La Germania dice addio al carbone e si prepara a una nuova rivoluzione industriale. Entro il 2038, infatti, Berlino abbandonerà per sempre l’approvvigionamento fondato su carbone e lignite. La decisione è contenuta in un accordo tra governo federale e Länder. A oggi, la Germania ottiene dalle fonti fossili il 38% dell’energia elettrica, mentre già il 46% proviene da fonti rinnovabili. Il resto è generato dalle centrali nucleari che, però, nel 2022 verranno chiuse e dismesse. 

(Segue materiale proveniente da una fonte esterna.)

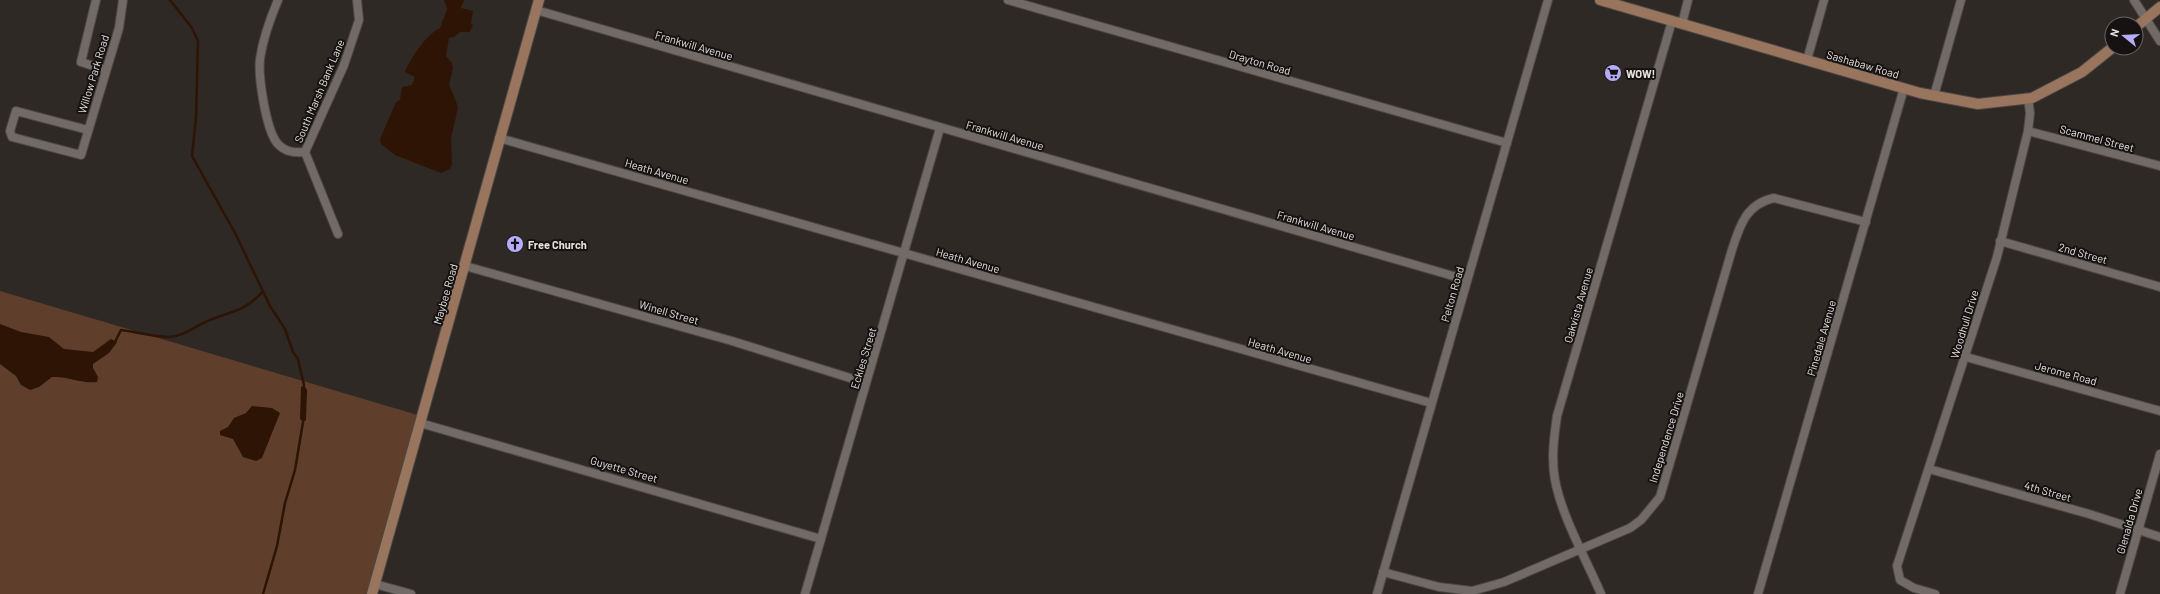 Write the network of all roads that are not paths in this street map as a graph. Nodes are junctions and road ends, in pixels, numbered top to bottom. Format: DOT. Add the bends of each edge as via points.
graph roads {
  1 [pos="96,0"];
  2 [pos="123,0"];
  3 [pos="278,0"];
  4 [pos="357,0"];
  5 [pos="539,0"];
  6 [pos="1008,0"];
  7 [pos="1548,0"];
  8 [pos="1600,0"];
  9 [pos="1688,0"];
  10 [pos="1824,0"];
  11 [pos="1960,0"];
  12 [pos="2134,0"];
  13 [pos="2160,7"];
  14 [pos="536,10"];
  15 [pos="2146,18"];
  16 [pos="1677,22"];
  17 [pos="2160,41"];
  18 [pos="2104,54"];
  19 [pos="1807,60"];
  20 [pos="106,70"];
  21 [pos="1904,88"];
  22 [pos="1934,96"];
  23 [pos="2028,98"];
  24 [pos="940,128"];
  25 [pos="88,130"];
  26 [pos="2028,131"];
  27 [pos="499,138"];
  28 [pos="1507,143"];
  29 [pos="305,152"];
  30 [pos="2160,166"];
  31 [pos="1866,222"];
  32 [pos="338,234"];
  33 [pos="2000,241"];
  34 [pos="905,254"];
  35 [pos="465,266"];
  36 [pos="1468,280"];
  37 [pos="2160,287"];
  38 [pos="1966,357"];
  39 [pos="866,383"];
  40 [pos="1431,404"];
  41 [pos="2160,411"];
  42 [pos="420,423"];
  43 [pos="2160,454"];
  44 [pos="1929,469"];
  45 [pos="2137,530"];
  46 [pos="2160,537"];
  47 [pos="821,539"];
  48 [pos="1582,549"];
  49 [pos="1383,572"];
  50 [pos="375,584"];
  51 [pos="372,594"];
  52 [pos="411,594"];
  53 [pos="805,594"];
  54 [pos="1377,594"];
  55 [pos="1601,594"];
  56 [pos="1758,594"];
  57 [pos="1935,594"];
  58 [pos="2120,594"];
  1 -- 20 [label="street" via="81,62"];
  2 -- 20 [label="street, Willow Park Road" via="119,28"];
  3 -- 29 [label="street" via="267,28 260,61 265,108 270,129 277,142 289,151"];
  4 -- 29 [label="street, South Marsh Bank Lane" via="359,20 344,65"];
  5 -- 14 [label="main road, Maybee Road"];
  6 -- 28 [label="street, Drayton Road"];
  7 -- 28 [label="street, Pelton Road"];
  8 -- 16 [label="main road, Sashabaw Road"];
  9 -- 16 [label="street, Oakvista Avenue"];
  10 -- 19 [label="street"];
  11 -- 22 [label="street"];
  12 -- 15 [label="street"];
  13 -- 15 [label="main road"];
  14 -- 24 [label="street, Frankwill Avenue"];
  14 -- 27 [label="main road, Maybee Road"];
  15 -- 17 [label="street"];
  16 -- 19 [label="main road, Sashabaw Road"];
  16 -- 48 [label="street, Oakvista Avenue" via="1555,428 1552,455 1555,481"];
  18 -- 23 [label="main road, Sashabaw Road" via="2082,72"];
  19 -- 21 [label="main road, Sashabaw Road"];
  20 -- 25 [label="street, Willow Park Road"];
  21 -- 22 [label="main road, Sashabaw Road"];
  21 -- 31 [label="street, Pinedale Avenue"];
  22 -- 23 [label="main road, Sashabaw Road" via="1978,104"];
  23 -- 26 [label="street, Woodhull Drive"];
  24 -- 34 [label="street, Eckles Street"];
  24 -- 36 [label="street, Frankwill Avenue"];
  25 -- 25 [label="street, Willow Park Road" via="82,155 12,136 10,131 16,111"];
  26 -- 30 [label="street, Scammel Street"];
  26 -- 33 [label="street, Woodhull Drive"];
  27 -- 34 [label="street, Heath Avenue"];
  27 -- 35 [label="main road, Maybee Road"];
  28 -- 36 [label="street, Pelton Road"];
  29 -- 32 [label="street, South Marsh Bank Lane"];
  31 -- 48 [label="street, Independence Drive" via="1774,198 1765,200 1746,214 1731,253 1660,497 1641,520 1630,528"];
  31 -- 56 [label="street, Pinedale Avenue"];
  33 -- 37 [label="street, 2nd Street"];
  33 -- 38 [label="street, Woodhull Drive"];
  34 -- 39 [label="street, Eckles Street"];
  34 -- 40 [label="street, Heath Avenue"];
  35 -- 39 [label="street, Winell Street" via="732,341"];
  35 -- 42 [label="main road, Maybee Road"];
  36 -- 40 [label="street, Pelton Road"];
  38 -- 41 [label="street, Jerome Road"];
  38 -- 44 [label="street, Woodhull Drive"];
  39 -- 47 [label="street, Eckles Street"];
  40 -- 49 [label="street, Pelton Road"];
  42 -- 47 [label="street, Guyette Street"];
  42 -- 50 [label="main road, Maybee Road"];
  43 -- 45 [label="street, Glenalda Drive"];
  44 -- 45 [label="street, 4th Street"];
  44 -- 57 [label="street, Woodhull Drive" via="1901,551 1897,571 1900,580 1914,588"];
  45 -- 46 [label="street, 4th Street"];
  45 -- 58 [label="street, Glenalda Drive"];
  47 -- 53 [label="street, Eckles Street"];
  48 -- 49 [label="street, Independence Drive" via="1504,582 1472,591 1444,588"];
  48 -- 55 [label="street, Oakvista Avenue"];
  49 -- 54 [label="street, Pelton Road"];
  50 -- 51 [label="main road, Maybee Road"];
  50 -- 52 [label="street"];
} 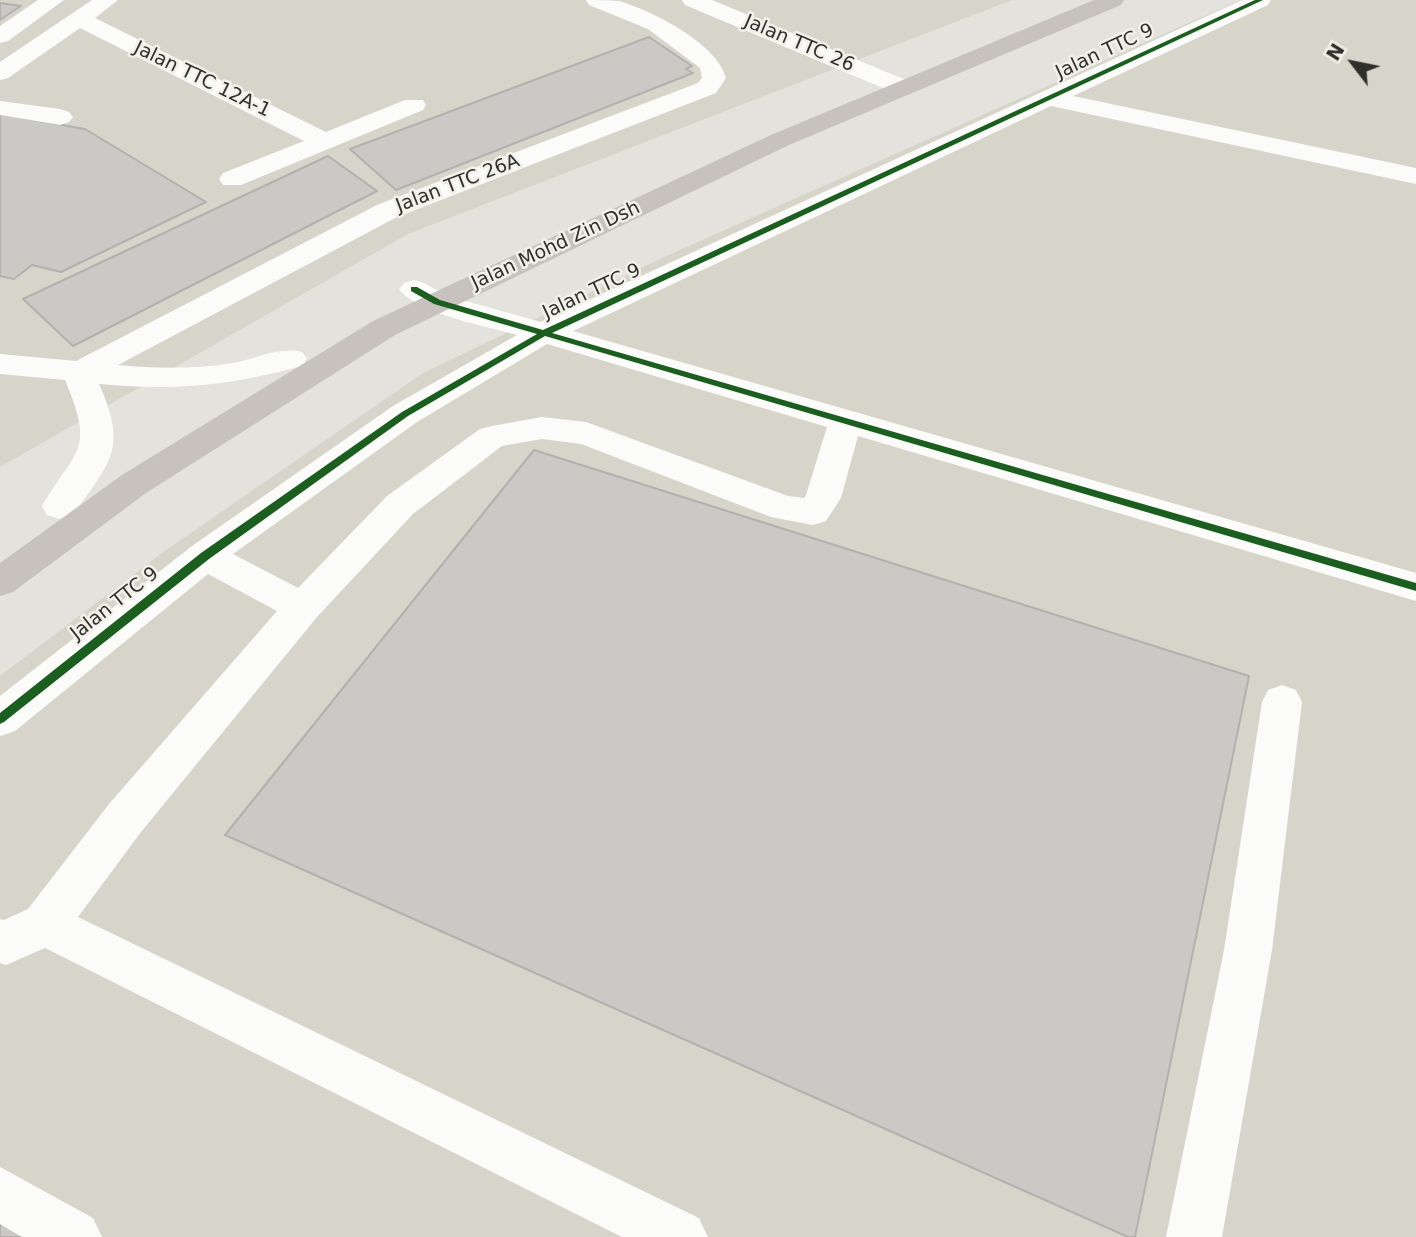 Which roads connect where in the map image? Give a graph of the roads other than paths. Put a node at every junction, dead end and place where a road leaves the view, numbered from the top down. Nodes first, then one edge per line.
1 (54, 0) edge
2 (107, 0) edge
3 (597, 0) edge
4 (693, 0) edge
5 (1073, 0) edge
6 (1113, 0) edge
7 (1260, 0) edge
8 (79, 19) junction
9 (0, 36) edge
10 (995, 41) junction
11 (0, 73) edge
12 (894, 84) junction
13 (1047, 98) junction
14 (414, 105) dead end
15 (0, 108) edge
16 (60, 117) dead end
17 (325, 141) junction
18 (1416, 176) edge
19 (232, 179) dead end
20 (425, 295) junction
21 (544, 333) junction
22 (291, 359) junction
23 (0, 364) edge
24 (78, 373) junction
25 (845, 421) junction
26 (60, 506) junction
27 (0, 548) edge
28 (205, 556) junction
29 (0, 582) edge
30 (1416, 587) edge
31 (303, 607) junction
32 (1282, 702) dead end
33 (0, 719) edge
34 (45, 923) junction
35 (0, 941) edge
36 (0, 1194) edge
37 (74, 1237) edge
38 (680, 1237) edge
39 (1194, 1237) edge

1 - 9 street
2 - 8 street
3 - 24 street, Jalan TTC 26A
4 - 12 street, Jalan TTC 26
5 - 10 main road, Jalan Mohd Zin Dsh
6 - 10 main road, Jalan Mohd Zin Dsh
7 - 13 street, Jalan TTC 9
8 - 11 street
8 - 17 street, Jalan TTC 12A-1
10 - 12 main road, Jalan Mohd Zin Dsh
12 - 20 main road, Jalan Mohd Zin Dsh
13 - 18 street
13 - 21 street, Jalan TTC 9
14 - 17 street
15 - 16 street
17 - 19 street
20 - 21 street
20 - 22 main road, Jalan Mohd Zin Dsh
20 - 29 main road, Jalan Mohd Zin Dsh
21 - 25 street
21 - 28 street, Jalan TTC 9
22 - 24 street
22 - 26 main road, Jalan Mohd Zin Dsh
23 - 24 street
24 - 26 street
25 - 30 street
25 - 31 street
26 - 27 main road, Jalan Mohd Zin Dsh
28 - 31 street
28 - 33 street, Jalan TTC 9
31 - 34 street
32 - 39 street
34 - 35 street
34 - 38 street
36 - 37 street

Una scelta importante quella tedesca, che sta facendo discutere, ma che si inserisce inevitabilmente nell’attualità: il riscaldamento globale, i cambiamenti climatici, un sistema di sviluppo poco sostenibile stanno minando alle fondamenta il futuro del nostro Pianeta. Quali saranno però le conseguenze della scelta tedesca? In particolare sul fronte economico?

La chiusura delle centrali a carbone, che inizierà progressivamente, con il primo impianto già dismesso entro l’estate, porterà a pesanti ripercussioni sull’occupazione, in particolare nelle regioni interessate. Il quotidiano economico Handelsblatt rivela che “i dipendenti nelle centrali a carbone e lignite sono circa 25.000, ma se si calcola anche l’indotto ed il settore estrattivo superiamo i 100mila posti di lavoro”. L’addio al carbone, quindi, deve essere necessariamente affiancato da un robusto piano di investimenti per risarcire i Länder sui quali insistono gli impianti. Tra questi, il più colpito sarà il Nord Reno Westfalia, una delle regioni più popolose d’Europa, nel quale si trovano almeno 15 centrali funzionanti. 

La scelta politica e strategica della Germania dimostra senz’altro la volontà lungimirante di guardare a nuovi modelli di sviluppo industriale, più sostenibili, non inquinanti e green. Già da tempo questa nazione è leader in Europa per questo tipo di politiche e per le azioni di promozione delle energie rinnovabili. Tuttavia, proprio perché la Germania rappresenta un modello, è importante riflettere anche sulla necessità di integrare le strategie relative alle politiche sull’energia con nuovi investimenti, in grado di mantenere i livelli occupazionali e ridurre al minimo il rischio di crisi sociali e di sistema”.